Dieron, entretanto, las seis de la tarde. La caravana patriótica desembocó por la calle Mayor, precedida por su primera exigua orquesta, que pretendia tocar el eléctrico himno de Riego. Pasó por delante de nosotros la carretela, forrada con los colores nacionales y tirada por cuatro caballos de alquiler. En sus asientos de preferencia yacian dos voluminosos tomos. Un chusco que estaba á nuestro lado exclamó: «¿Serán esos libros un ejemplar del Diccionario geográfico y las cuentas corrientes de La Peninsular?» Pero nosotros, que habiamos leido por la mañana la especie en un periódico satírico, no hicimos caso de la malévola injusta alusion al positivismo industrial del Sr. Madoz en los últimos años, y seguimos mirando con vivísimo interés. Y, nada: la carretela pasó, y nuestra conversion al esparterismo no se iniciaba.
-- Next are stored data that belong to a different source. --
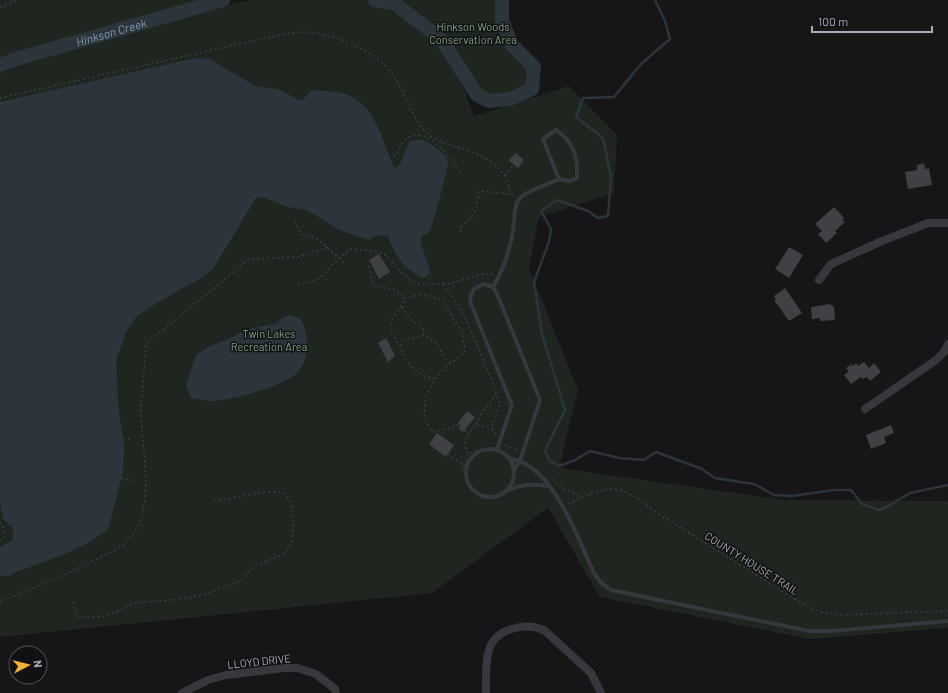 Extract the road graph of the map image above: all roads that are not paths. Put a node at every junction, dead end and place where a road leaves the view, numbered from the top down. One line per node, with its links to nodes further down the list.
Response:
1 (559, 179): 1 (lane); 4 (lane)
2 (948, 223): 3 (street)
3 (819, 280)
4 (493, 287): 7 (lane); 9 (lane)
5 (948, 344): 6 (street)
6 (865, 409)
7 (497, 450): 8 (lane); 12 (lane)
8 (510, 459): 9 (lane); 10 (lane)
9 (520, 461): 10 (lane); 11 (lane)
10 (514, 469): 12 (lane)
11 (549, 486): 12 (lane); 13 (lane)
12 (507, 492)
13 (948, 621)
14 (335, 691): 15 (street, LLOYD DRIVE)
15 (182, 693)
16 (486, 693): 17 (street)
17 (601, 693)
Pasaron detrás del coche, asidos fraternalmente del brazo, los diputados esparteristas que presidian el acto; en su centro marchaba el Sr. Madoz con un vigor superior á sus canas; á un estremo iba, si no recordamos mal, el fecundo original director de El Eco del Progreso; á otro el reflexivo Sr. Villavicencio, cuya reputacion de hombre de sesc en su granadina provincia nos consta, aunque algunos de sus compañeros de diputacion hayan dado en llamarle el equivocado de oficio. El general Contreras, firmante tambien de la convocatoria, no se veia, es decir, no iba, porque, de ir, de seguro se hubiera visto. Y, nada: el grupo de soberanos pasó, y nuestro entusiasmo no parecia.
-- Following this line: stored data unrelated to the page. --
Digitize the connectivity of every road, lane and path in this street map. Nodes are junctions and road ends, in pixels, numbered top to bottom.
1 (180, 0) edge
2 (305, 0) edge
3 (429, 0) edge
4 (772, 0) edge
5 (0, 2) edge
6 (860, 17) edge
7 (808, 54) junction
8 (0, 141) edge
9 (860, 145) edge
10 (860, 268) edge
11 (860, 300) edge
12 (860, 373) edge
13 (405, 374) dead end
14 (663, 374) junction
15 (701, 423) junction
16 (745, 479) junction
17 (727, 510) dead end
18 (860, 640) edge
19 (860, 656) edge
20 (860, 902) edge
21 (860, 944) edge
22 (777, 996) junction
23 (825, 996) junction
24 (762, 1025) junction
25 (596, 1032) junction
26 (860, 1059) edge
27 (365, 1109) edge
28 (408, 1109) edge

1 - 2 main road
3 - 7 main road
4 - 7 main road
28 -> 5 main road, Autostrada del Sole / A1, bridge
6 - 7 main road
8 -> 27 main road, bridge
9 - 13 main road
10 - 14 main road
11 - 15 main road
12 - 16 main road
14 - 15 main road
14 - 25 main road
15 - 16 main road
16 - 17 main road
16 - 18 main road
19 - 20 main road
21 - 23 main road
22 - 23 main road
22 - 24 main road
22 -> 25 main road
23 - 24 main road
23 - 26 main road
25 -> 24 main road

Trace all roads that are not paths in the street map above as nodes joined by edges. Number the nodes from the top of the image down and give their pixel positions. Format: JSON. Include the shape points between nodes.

Empezaron á pasar luego las comisiones del cortejo: la de Logroño, con algunos de sus jefes de voluntarios llevando un bonito uniforme verde, cuyo agradable aspecto nos apresuramos á reconocer; la de -los veteranos de la milicia, en la que nos pareció que figuraban algunos jóvenes inesplicables; la de los distritos de Madrid, en una de las cuales creimos ver á un señor con guantes blancos; la de los estudiantes, que no pudimos precisar; todas ellas precedidas de sus estandartes coronados de flores artificiales y llenos de máximas y lemas filosóficoliberales; algunas de ellas acompañadas de músicas reducidas, pero inteligibles; otras compuestas de algun personal mujeril; otras, muy pocas, de algun que otro grupo de voluntarios de Madrid; todas escasas (aunque esto era lo de menos) de personas conocidas; sumando todas, en fin, de ocho á nueve mil asistentes, segun los cálculos más exactos. Y, nada: la procesion terminó, y nuestro entusiasmo no venia.
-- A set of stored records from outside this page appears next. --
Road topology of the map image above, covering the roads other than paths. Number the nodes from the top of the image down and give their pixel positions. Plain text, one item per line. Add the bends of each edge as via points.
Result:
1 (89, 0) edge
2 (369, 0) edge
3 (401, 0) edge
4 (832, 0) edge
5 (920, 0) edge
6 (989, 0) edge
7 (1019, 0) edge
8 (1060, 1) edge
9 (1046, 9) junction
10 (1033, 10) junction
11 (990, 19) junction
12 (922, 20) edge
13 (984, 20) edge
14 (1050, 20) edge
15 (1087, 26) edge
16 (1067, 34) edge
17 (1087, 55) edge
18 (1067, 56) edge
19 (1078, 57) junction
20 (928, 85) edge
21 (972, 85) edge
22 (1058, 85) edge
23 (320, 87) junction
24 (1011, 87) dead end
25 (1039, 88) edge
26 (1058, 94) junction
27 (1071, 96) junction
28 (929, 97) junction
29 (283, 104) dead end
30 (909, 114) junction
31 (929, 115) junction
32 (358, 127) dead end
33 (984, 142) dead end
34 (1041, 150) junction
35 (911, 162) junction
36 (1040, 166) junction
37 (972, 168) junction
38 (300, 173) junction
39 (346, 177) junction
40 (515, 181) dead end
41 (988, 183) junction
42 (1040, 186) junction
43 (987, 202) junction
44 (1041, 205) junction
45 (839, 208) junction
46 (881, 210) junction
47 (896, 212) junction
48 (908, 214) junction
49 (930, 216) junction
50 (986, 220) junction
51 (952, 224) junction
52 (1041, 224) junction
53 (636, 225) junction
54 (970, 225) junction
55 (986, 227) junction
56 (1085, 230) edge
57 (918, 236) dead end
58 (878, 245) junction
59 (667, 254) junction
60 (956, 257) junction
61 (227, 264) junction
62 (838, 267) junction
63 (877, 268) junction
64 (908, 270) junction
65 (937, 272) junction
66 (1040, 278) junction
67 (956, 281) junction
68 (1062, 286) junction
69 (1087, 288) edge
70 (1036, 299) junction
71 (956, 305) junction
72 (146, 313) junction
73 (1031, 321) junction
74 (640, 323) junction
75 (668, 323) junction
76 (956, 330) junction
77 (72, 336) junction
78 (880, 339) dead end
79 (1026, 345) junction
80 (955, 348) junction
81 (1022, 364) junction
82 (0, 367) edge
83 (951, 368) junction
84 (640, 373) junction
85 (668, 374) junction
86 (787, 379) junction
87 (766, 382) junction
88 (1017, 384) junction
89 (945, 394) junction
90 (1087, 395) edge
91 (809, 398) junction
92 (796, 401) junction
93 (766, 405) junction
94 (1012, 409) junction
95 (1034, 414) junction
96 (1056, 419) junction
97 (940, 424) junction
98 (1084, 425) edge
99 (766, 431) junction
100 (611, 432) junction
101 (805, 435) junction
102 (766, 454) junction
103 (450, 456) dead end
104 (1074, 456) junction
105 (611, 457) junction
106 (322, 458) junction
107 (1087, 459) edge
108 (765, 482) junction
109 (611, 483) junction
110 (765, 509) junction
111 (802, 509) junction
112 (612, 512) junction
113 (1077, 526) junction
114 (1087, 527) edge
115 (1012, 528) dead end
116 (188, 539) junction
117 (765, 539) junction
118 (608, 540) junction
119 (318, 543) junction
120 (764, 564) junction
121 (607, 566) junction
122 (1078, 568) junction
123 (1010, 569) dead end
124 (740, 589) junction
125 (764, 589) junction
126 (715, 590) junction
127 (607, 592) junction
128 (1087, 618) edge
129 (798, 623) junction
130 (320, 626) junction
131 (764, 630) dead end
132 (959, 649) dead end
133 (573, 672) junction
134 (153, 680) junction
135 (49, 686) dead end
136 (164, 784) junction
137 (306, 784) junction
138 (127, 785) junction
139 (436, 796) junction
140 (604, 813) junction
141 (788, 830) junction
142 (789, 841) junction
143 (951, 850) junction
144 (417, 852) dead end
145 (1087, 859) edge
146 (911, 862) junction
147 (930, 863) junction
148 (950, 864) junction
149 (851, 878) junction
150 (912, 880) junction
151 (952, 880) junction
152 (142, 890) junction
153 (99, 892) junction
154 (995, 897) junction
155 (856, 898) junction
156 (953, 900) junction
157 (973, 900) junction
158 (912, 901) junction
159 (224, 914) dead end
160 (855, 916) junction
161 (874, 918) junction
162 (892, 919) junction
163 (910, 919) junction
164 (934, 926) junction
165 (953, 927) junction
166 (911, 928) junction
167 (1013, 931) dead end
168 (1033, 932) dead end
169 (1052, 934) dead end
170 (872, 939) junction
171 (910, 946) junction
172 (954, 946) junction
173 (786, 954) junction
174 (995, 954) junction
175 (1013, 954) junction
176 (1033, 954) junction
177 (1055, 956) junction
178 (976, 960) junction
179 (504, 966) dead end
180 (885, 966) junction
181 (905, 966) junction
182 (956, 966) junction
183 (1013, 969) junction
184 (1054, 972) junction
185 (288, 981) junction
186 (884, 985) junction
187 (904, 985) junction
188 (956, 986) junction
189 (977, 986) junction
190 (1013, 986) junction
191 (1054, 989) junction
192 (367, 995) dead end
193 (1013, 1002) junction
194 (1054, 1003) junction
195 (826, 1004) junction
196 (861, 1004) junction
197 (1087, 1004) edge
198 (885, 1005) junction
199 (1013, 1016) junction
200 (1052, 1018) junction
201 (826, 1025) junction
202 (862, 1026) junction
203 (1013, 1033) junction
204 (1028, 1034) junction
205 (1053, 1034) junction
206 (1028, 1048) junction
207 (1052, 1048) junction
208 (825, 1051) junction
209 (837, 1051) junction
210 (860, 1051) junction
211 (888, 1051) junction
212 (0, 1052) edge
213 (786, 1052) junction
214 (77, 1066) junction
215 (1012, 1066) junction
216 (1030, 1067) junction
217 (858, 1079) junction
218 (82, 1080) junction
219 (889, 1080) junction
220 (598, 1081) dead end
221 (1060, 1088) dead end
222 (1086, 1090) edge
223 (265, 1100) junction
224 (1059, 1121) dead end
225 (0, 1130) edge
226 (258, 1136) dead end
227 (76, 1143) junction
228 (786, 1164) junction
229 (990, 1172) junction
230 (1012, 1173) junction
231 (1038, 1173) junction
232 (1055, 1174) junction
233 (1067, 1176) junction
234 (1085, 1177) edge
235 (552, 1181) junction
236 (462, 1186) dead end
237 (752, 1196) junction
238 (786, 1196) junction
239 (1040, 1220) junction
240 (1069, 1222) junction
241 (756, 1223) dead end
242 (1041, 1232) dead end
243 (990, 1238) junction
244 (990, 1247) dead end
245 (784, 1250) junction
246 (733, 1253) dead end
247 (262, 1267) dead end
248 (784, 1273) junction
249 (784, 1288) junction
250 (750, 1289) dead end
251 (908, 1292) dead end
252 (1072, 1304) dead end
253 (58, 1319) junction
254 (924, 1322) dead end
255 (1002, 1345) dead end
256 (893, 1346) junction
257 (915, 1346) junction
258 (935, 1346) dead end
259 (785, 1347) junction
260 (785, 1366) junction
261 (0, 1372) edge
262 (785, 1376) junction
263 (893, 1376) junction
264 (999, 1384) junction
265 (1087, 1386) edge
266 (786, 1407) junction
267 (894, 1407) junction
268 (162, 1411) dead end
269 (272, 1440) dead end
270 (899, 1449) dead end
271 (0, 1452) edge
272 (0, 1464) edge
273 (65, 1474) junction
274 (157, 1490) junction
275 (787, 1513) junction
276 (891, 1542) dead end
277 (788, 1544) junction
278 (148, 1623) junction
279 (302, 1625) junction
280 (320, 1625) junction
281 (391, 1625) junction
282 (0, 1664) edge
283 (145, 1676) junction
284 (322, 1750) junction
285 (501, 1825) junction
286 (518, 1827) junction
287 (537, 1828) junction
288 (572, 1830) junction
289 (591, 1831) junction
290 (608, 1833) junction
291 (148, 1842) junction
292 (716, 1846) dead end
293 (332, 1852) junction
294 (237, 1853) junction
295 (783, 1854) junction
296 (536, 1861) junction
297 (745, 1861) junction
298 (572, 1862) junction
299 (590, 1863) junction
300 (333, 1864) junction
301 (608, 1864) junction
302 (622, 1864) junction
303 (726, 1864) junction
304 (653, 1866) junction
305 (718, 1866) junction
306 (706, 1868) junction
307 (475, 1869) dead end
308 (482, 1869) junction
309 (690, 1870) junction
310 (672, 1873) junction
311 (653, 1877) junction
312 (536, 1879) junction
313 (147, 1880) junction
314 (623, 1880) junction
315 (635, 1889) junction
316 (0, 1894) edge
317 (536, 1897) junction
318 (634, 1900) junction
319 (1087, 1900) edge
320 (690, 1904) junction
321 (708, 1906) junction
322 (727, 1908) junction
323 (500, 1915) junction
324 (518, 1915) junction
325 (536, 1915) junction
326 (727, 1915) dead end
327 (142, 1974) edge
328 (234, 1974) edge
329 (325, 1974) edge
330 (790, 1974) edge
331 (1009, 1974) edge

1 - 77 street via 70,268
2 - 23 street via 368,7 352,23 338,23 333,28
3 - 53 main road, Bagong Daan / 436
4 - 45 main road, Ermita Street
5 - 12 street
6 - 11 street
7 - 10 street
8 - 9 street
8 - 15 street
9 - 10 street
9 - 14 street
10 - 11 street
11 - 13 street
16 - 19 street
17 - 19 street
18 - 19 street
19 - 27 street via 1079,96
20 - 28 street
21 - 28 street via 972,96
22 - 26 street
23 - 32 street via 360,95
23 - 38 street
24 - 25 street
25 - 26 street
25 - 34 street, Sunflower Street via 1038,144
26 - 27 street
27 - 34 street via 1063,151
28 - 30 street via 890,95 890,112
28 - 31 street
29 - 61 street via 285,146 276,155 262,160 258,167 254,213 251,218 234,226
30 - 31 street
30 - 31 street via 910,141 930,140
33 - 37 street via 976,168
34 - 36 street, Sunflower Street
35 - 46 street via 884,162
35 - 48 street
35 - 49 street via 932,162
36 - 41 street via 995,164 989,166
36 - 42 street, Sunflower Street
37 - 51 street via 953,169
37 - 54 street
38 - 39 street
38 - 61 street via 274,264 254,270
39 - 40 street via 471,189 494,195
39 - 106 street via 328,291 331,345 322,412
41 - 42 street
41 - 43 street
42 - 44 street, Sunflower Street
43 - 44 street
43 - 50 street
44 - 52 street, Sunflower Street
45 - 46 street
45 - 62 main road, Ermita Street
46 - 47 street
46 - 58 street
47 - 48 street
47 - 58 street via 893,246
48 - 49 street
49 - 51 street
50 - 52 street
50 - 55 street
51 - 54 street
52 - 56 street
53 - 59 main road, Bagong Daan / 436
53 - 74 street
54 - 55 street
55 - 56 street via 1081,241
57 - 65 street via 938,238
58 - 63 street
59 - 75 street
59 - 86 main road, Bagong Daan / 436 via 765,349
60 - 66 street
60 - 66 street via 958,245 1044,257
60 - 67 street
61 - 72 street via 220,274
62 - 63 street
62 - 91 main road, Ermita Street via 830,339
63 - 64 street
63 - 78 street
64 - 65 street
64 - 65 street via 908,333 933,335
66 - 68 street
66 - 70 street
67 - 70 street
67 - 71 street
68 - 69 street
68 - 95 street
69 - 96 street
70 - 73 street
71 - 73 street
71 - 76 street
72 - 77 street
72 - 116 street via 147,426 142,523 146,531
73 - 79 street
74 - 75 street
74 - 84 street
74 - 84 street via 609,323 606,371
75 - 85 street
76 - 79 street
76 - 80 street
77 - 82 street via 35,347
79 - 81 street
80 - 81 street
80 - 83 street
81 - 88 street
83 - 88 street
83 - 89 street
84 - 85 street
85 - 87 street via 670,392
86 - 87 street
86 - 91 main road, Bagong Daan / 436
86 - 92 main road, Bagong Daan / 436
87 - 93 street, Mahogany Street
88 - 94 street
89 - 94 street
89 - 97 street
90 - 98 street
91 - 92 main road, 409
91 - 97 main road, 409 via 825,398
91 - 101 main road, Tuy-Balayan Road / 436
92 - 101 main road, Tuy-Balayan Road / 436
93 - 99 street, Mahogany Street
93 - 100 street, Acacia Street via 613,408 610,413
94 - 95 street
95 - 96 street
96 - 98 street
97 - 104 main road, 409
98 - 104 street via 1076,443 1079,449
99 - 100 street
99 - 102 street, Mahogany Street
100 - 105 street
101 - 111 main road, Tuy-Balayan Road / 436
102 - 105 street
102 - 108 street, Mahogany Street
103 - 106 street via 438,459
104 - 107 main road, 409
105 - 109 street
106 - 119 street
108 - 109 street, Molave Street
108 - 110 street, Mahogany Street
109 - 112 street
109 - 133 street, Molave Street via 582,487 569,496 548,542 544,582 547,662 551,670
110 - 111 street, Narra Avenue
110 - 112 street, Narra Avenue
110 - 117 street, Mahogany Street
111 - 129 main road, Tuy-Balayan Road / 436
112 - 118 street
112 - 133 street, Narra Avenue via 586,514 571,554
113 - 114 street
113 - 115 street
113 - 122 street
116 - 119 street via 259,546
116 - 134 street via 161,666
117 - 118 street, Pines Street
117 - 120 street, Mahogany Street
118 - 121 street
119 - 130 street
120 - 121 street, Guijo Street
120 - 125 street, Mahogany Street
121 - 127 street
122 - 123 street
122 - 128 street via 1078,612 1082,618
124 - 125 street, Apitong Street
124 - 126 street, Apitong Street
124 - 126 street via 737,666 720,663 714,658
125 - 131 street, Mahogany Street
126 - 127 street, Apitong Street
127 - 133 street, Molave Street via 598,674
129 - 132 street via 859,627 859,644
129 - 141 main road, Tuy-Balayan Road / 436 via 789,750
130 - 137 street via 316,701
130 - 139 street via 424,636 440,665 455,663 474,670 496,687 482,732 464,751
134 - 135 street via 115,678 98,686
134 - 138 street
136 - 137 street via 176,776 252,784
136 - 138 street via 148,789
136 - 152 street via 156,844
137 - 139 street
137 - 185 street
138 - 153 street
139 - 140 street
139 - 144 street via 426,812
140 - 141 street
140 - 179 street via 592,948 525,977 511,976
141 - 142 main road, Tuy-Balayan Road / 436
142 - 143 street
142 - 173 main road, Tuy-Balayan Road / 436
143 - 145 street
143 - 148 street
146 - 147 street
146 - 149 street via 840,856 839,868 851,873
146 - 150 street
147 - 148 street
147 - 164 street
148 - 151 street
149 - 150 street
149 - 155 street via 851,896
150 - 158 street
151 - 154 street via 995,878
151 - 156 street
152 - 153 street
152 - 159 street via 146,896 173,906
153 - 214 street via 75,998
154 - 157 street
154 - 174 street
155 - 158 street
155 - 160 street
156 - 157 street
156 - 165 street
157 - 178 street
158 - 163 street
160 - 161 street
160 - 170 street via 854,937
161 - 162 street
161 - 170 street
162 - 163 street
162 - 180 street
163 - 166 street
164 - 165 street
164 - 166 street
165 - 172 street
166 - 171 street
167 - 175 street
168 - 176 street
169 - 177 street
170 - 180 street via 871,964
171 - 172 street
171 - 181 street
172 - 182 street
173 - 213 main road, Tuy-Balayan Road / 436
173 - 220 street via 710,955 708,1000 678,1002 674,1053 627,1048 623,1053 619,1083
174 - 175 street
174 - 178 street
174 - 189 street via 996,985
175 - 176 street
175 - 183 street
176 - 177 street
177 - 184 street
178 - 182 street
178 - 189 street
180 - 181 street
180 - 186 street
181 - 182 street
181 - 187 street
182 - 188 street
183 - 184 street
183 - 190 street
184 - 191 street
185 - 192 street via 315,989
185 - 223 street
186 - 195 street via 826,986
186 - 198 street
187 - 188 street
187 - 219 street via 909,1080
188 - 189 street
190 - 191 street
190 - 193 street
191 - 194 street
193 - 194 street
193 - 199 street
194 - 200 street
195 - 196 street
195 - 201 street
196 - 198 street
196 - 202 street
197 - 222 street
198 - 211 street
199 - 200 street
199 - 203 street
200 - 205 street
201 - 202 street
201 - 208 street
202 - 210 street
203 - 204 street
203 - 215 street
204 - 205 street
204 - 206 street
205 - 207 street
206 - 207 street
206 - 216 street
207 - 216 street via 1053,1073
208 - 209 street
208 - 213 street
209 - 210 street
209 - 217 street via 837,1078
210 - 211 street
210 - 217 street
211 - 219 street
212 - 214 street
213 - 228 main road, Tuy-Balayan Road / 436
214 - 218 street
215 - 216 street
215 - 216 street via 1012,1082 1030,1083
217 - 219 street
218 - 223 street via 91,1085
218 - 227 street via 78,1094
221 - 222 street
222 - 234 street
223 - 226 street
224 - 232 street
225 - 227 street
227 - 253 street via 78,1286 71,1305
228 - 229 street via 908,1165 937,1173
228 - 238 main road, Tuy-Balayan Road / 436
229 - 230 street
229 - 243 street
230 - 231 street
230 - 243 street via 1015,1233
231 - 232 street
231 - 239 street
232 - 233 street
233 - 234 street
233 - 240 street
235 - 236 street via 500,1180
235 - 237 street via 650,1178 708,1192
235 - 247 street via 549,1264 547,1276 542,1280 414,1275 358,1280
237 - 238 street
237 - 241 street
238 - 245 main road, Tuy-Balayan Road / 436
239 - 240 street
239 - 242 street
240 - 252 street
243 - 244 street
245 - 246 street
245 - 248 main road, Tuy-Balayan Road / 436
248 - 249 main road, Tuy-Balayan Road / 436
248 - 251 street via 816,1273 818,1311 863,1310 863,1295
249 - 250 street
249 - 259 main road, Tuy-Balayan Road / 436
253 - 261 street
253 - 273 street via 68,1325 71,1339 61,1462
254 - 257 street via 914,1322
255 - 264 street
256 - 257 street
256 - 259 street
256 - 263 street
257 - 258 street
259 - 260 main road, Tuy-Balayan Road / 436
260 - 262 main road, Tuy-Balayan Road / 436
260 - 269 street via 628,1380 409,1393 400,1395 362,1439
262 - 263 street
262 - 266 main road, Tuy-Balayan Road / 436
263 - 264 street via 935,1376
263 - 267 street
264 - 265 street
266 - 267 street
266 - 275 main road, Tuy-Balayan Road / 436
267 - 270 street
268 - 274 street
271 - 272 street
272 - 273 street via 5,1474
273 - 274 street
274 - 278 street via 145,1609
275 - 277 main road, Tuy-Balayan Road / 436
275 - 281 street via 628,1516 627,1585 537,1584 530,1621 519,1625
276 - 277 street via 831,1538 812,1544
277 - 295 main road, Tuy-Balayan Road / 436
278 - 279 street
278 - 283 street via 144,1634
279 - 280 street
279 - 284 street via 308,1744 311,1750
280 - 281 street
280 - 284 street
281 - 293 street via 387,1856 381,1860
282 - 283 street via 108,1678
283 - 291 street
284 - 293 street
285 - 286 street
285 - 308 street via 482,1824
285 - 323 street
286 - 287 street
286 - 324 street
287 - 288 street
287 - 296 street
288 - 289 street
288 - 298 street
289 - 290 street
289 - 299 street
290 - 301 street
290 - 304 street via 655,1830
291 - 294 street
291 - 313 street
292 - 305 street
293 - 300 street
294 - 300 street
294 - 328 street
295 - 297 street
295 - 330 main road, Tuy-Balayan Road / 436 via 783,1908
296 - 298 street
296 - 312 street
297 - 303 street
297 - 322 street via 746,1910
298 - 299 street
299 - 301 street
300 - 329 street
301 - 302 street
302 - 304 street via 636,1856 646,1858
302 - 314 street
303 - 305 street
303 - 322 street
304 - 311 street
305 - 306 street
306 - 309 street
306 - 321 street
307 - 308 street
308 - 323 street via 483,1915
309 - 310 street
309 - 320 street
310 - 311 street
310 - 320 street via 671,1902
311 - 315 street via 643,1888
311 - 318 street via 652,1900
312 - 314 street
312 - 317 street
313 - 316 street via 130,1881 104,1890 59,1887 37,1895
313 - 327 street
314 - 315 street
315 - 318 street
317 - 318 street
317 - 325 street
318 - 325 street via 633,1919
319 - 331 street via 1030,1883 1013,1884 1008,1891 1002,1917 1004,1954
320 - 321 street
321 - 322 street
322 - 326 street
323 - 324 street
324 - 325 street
Y terminó la fiesta: la hilera de los manifestantes, compacta en su cabeza, cortada á las veces en su centro por los improvisados huecos del personal, y acaso por la deplorable falta de un bastonero, se perdió á nuestra vista en el horizonte Sur de la calle de Alcalá; el conjunto de sus sombreros hongos no fué en breve más que un punto informe en la distancia; los numerosos espectadores de las aceras se esparcieron; despobláronse los balcones; los carruajes detenidos por la ceremonia volaron hácia el Prado y la Castellana, como si fuera un simple dia de paseo para sus dueños y alquiladores; el sol empezó á ponerse por detrás del casi deshabitado palacio; el Madrid central volvió á quedar como estaba antes y, nada, nuestro entusiasmo se quedó en lo increado.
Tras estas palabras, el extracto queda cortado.